■ **EXERCISE DIRECTIONS**:
Repeat all entries exactly.

(RECORDS PROVIDED)

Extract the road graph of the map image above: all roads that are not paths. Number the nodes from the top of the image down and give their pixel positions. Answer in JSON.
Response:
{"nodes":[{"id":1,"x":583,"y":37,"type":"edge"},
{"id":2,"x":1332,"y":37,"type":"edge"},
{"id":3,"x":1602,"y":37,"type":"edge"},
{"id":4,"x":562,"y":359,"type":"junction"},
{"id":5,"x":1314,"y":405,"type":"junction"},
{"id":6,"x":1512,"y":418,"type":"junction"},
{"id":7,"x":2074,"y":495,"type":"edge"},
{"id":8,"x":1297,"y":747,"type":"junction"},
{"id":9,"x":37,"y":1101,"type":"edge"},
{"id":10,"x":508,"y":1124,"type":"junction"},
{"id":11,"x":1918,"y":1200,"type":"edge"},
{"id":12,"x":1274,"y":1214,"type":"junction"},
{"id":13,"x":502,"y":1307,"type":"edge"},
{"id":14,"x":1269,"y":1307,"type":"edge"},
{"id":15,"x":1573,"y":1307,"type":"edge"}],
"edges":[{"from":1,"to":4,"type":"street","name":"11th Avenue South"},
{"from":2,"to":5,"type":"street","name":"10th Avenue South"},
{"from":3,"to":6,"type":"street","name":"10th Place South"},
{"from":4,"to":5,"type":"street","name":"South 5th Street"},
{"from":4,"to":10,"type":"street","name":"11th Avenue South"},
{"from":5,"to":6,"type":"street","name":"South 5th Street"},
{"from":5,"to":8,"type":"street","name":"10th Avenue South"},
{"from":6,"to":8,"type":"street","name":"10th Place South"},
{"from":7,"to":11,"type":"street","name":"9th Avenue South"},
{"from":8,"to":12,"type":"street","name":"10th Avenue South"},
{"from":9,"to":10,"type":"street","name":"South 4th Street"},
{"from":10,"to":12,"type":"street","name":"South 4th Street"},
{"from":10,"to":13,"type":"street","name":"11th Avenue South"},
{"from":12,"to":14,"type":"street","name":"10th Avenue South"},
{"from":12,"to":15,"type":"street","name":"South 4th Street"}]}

(End RECORDS PROVIDED)

■ **EXERCISE OUTPUT**:
Extract the road graph of the map image above: all roads that are not paths. Number the nodes from the top of the image down and give their pixel positions. Answer in JSON.
Response:
{"nodes":[{"id":1,"x":583,"y":37,"type":"edge"},
{"id":2,"x":1332,"y":37,"type":"edge"},
{"id":3,"x":1602,"y":37,"type":"edge"},
{"id":4,"x":562,"y":359,"type":"junction"},
{"id":5,"x":1314,"y":405,"type":"junction"},
{"id":6,"x":1512,"y":418,"type":"junction"},
{"id":7,"x":2074,"y":495,"type":"edge"},
{"id":8,"x":1297,"y":747,"type":"junction"},
{"id":9,"x":37,"y":1101,"type":"edge"},
{"id":10,"x":508,"y":1124,"type":"junction"},
{"id":11,"x":1918,"y":1200,"type":"edge"},
{"id":12,"x":1274,"y":1214,"type":"junction"},
{"id":13,"x":502,"y":1307,"type":"edge"},
{"id":14,"x":1269,"y":1307,"type":"edge"},
{"id":15,"x":1573,"y":1307,"type":"edge"}],
"edges":[{"from":1,"to":4,"type":"street","name":"11th Avenue South"},
{"from":2,"to":5,"type":"street","name":"10th Avenue South"},
{"from":3,"to":6,"type":"street","name":"10th Place South"},
{"from":4,"to":5,"type":"street","name":"South 5th Street"},
{"from":4,"to":10,"type":"street","name":"11th Avenue South"},
{"from":5,"to":6,"type":"street","name":"South 5th Street"},
{"from":5,"to":8,"type":"street","name":"10th Avenue South"},
{"from":6,"to":8,"type":"street","name":"10th Place South"},
{"from":7,"to":11,"type":"street","name":"9th Avenue South"},
{"from":8,"to":12,"type":"street","name":"10th Avenue South"},
{"from":9,"to":10,"type":"street","name":"South 4th Street"},
{"from":10,"to":12,"type":"street","name":"South 4th Street"},
{"from":10,"to":13,"type":"street","name":"11th Avenue South"},
{"from":12,"to":14,"type":"street","name":"10th Avenue South"},
{"from":12,"to":15,"type":"street","name":"South 4th Street"}]}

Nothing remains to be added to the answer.